En el corazón de una ciudad construida sobre los restos de otra, las ruinas suelen hablar más de lo que se preserva con esmero. Así ocurre con las Atarazanas, aquel primer edificio ordenado por Hernán Cortés tras la caída de Tenochtitlán, cuya silueta hoy apenas se intuye en la memoria de la Ciudad de México. Nacidas como fortaleza, arsenal y símbolo del dominio conquistador, las Atarazanas son también una cicatriz que revela las tensiones entre poder, exclusión y olvido en el trazo de la capital virreinal.
Más que un simple astillero, las Atarazanas fue pensada como un bastión defensivo en un territorio todavía hostil. Cortés, temeroso de una posible sublevación indígena tras la victoria de 1521, buscó levantar un refugio armado, seguro, conectado con el agua, con salidas tanto lacustres como terrestres. Allí, entre las calles del actual barrio de La Merced y el pueblo de La Candelaria de los Patos, se resguardaron los trece bergantines —las mismas embarcaciones con las que el capitán selló la derrota del imperio mexica—. El sitio no solo era estratégico, era simbólico. Era la afirmación de que la conquista debía anclarse física y espiritualmente en la tierra que se sometía.

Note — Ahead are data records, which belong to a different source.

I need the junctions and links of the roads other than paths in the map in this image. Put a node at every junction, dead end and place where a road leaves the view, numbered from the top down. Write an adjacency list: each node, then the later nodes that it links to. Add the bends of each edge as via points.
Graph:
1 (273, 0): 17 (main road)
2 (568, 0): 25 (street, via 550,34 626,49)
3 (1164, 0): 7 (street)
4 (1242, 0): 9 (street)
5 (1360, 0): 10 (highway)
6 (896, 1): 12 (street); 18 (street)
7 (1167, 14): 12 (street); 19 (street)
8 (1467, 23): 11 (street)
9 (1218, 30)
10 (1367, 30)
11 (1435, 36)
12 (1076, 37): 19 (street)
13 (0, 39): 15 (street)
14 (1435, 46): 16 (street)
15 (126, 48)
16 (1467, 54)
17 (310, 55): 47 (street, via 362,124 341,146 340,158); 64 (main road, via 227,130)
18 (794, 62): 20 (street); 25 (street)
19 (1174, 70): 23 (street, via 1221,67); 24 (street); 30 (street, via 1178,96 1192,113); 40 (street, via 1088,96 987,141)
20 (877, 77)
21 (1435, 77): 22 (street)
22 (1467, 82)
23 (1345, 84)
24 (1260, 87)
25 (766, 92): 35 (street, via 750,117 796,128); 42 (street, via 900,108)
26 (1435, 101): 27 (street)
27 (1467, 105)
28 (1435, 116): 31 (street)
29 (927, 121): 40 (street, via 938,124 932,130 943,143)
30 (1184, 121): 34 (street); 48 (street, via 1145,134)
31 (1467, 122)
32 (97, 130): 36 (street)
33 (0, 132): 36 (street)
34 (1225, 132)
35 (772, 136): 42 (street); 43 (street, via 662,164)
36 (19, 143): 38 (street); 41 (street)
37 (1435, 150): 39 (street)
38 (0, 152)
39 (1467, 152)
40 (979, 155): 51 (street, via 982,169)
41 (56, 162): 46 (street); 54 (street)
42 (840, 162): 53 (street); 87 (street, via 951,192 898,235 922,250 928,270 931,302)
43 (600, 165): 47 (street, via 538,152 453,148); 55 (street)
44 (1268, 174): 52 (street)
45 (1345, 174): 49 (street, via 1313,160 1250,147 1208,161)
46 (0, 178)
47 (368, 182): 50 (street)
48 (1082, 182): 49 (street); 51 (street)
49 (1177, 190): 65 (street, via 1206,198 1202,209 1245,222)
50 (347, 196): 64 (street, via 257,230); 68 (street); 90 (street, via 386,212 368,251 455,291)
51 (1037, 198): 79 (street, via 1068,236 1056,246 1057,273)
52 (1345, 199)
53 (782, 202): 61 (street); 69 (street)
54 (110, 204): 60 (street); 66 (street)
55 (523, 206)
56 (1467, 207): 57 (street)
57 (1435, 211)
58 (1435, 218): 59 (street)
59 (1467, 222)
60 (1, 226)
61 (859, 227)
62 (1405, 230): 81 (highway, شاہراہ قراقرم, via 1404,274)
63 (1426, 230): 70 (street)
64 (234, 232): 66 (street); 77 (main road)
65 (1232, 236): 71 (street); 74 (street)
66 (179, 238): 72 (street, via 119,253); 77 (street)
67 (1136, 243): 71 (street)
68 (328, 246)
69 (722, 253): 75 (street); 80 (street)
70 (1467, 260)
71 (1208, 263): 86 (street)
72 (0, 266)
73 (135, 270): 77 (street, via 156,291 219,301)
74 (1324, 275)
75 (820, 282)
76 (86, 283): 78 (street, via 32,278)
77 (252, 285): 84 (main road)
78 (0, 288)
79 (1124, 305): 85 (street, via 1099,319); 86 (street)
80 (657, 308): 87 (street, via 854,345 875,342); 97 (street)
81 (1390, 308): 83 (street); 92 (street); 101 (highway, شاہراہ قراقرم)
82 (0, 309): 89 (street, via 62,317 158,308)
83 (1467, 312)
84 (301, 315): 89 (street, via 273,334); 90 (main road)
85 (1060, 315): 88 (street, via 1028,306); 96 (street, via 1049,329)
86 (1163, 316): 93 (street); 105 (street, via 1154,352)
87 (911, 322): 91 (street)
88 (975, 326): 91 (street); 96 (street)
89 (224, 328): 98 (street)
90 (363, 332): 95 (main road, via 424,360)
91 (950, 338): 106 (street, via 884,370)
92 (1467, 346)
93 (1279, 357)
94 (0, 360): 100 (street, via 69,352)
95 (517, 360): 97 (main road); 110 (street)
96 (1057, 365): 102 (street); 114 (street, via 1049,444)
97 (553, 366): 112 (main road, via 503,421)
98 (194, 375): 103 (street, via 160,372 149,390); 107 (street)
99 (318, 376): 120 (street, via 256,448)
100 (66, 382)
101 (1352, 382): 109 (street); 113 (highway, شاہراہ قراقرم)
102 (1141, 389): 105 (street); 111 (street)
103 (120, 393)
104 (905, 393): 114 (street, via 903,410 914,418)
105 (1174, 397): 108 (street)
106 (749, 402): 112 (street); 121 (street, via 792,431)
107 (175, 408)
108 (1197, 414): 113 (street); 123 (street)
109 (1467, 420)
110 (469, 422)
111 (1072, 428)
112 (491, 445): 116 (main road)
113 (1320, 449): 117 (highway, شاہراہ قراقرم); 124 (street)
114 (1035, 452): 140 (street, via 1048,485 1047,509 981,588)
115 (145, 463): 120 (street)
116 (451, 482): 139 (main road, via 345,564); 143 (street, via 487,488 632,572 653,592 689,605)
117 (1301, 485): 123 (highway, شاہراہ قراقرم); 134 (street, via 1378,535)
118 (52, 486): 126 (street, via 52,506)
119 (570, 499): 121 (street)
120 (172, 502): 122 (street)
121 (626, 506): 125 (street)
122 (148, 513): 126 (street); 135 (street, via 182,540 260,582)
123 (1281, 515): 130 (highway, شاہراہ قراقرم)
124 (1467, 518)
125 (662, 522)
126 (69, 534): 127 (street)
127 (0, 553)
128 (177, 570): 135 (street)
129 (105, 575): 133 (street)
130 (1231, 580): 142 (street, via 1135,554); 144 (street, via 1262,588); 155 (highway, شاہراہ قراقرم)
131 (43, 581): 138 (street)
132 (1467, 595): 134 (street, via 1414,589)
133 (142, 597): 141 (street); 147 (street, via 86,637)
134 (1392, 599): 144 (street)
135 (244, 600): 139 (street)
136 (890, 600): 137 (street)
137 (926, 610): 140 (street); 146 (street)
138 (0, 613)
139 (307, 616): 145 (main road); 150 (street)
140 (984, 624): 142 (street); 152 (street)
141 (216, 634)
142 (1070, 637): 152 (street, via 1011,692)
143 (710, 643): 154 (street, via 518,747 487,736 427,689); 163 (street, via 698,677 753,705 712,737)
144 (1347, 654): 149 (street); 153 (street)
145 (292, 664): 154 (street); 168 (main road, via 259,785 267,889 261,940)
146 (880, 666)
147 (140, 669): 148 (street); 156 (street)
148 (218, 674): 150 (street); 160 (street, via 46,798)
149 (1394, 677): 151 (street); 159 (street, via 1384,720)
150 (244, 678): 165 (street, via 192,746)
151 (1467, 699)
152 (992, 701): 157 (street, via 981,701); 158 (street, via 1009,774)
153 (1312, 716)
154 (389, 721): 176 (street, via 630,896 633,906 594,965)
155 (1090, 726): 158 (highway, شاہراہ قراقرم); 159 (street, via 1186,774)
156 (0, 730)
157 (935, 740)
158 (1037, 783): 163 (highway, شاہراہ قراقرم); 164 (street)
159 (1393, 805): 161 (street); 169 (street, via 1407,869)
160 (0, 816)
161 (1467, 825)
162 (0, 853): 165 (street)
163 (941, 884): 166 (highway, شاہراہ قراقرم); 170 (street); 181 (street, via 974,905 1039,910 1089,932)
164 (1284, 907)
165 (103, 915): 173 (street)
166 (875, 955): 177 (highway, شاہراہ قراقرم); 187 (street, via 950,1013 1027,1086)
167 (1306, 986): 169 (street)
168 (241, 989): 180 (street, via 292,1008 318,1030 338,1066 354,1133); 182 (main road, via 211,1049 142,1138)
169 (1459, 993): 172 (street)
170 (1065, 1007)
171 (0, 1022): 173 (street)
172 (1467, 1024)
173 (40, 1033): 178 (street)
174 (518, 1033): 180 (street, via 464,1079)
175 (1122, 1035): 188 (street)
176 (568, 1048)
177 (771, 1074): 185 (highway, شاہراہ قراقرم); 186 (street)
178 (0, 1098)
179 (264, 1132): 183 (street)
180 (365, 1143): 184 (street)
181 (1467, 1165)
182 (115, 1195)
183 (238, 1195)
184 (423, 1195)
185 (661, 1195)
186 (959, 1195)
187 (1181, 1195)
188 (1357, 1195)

Pero la gloria de los bergantines fue breve. A medida que el lago retrocedía y los canales se secaban, la construcción perdía sentido. Hacia 1524 ya no había suficiente agua que justificara su uso naval, y el gran bastión se volvió una ruina anticipada. Esa derrota del paisaje líquido significó también el olvido de la estructura que alguna vez fue vital para el control de la ciudad. Las aguas que protegían la salida de los españoles se retiraron, dejando tras de sí un edificio que, sin su vínculo con el lago, se convirtió en un cuerpo vacío.
Y, sin embargo, las Atarazanas no desapareció. Fue reciclada por la ciudad, como se recicla la piedra de un templo vencido. A partir de 1572, el edificio se refundó y cambió de rostro para albergar el hospital de San Lázaro, destinado a los enfermos de lepra. Al mismo tiempo, en extramuros existió la Iglesia de San Lázaro. Así, el antiguo símbolo del poder militar fue resignificado como espacio de exclusión, en un gesto profundamente irónico y revelador. El oriente de la ciudad, donde se ubicaba el hospital, había sido históricamente relegado: poco deseable para habitar, expuesto a tolvaneras, malos olores y condiciones insalubres. La ciudad le asignó a ese lugar a quienes quería mantener lejos, como si el olvido fuera también una política de salud pública.
Esta transformación no fue únicamente arquitectónica. Fue simbólica. Las Atarazanas pasó de ser una herramienta de vigilancia a un espacio para esconder lo indeseado. Lo que en un principio vigilaba a los indios, ahora escondía a los enfermos. La zona misma, empujada hacia la periferia del poder, fue también destino de otras funciones marginales. Por esa zona pasaban las mercancías que llegaban de Puebla y Veracruz; cerca de allí se construyó la garita de San Lázaro, la única sobreviviente del sistema de control fiscal virreinal. A finales del siglo XIX, aún servía como punto aduanal y, después, albergó la terminal del ferrocarril interoceánico. Así, la marginalidad del espacio convivía con su relevancia logística: era el umbral, pero no el centro.
La decadencia final llegó con el abandono. Para el siglo XX, las ruinas de la Iglesia de San Lázaro fueron invadidas, convertidas en fábrica y lentamente olvidadas. Solo algunas piedras de tezontle, tal vez extraídas de antiguos adoratorios mexicas, seguían hablando con voz baja sobre el pasado enterrado. Aun así, la historia siguió fluyendo bajo las calles: por allí llegaban las canoas desde Xochimilco, cruzando el canal de la Viga y la acequia de Roldán, hasta desembocar en el gran mercado de La Merced. Algunas de esas calles aún conservan la forma de los antiguos canales, recordando que la ciudad fue, alguna vez, una urbe anfibia.
En ese “manuscrito” urbano que es la Ciudad de México, las Atarazanas encarna la paradoja fundacional: fue origen y periferia, símbolo de poder y refugio del olvido. Su historia no se mide por los años que estuvo en pie, sino por los múltiples significados que encarnó. ¿Qué nos dice de nosotros una ciudad que fue construida sobre el agua y decidió secarla? ¿Qué revela de su historia el hecho de que su primer edificio esté hoy perdido, ignorado, transformado tantas veces que apenas se reconoce? Tal vez allí, entre el agua desaparecida y la piedra reutilizada, resida el verdadero rostro de esta ciudad: una mezcla de memoria, negación y persistencia.
Fuente: Libro “Construcciones coloniales de américa latina.” “Colonial buildings in Latin America.” Tomo II página 301. Cambridge University Press.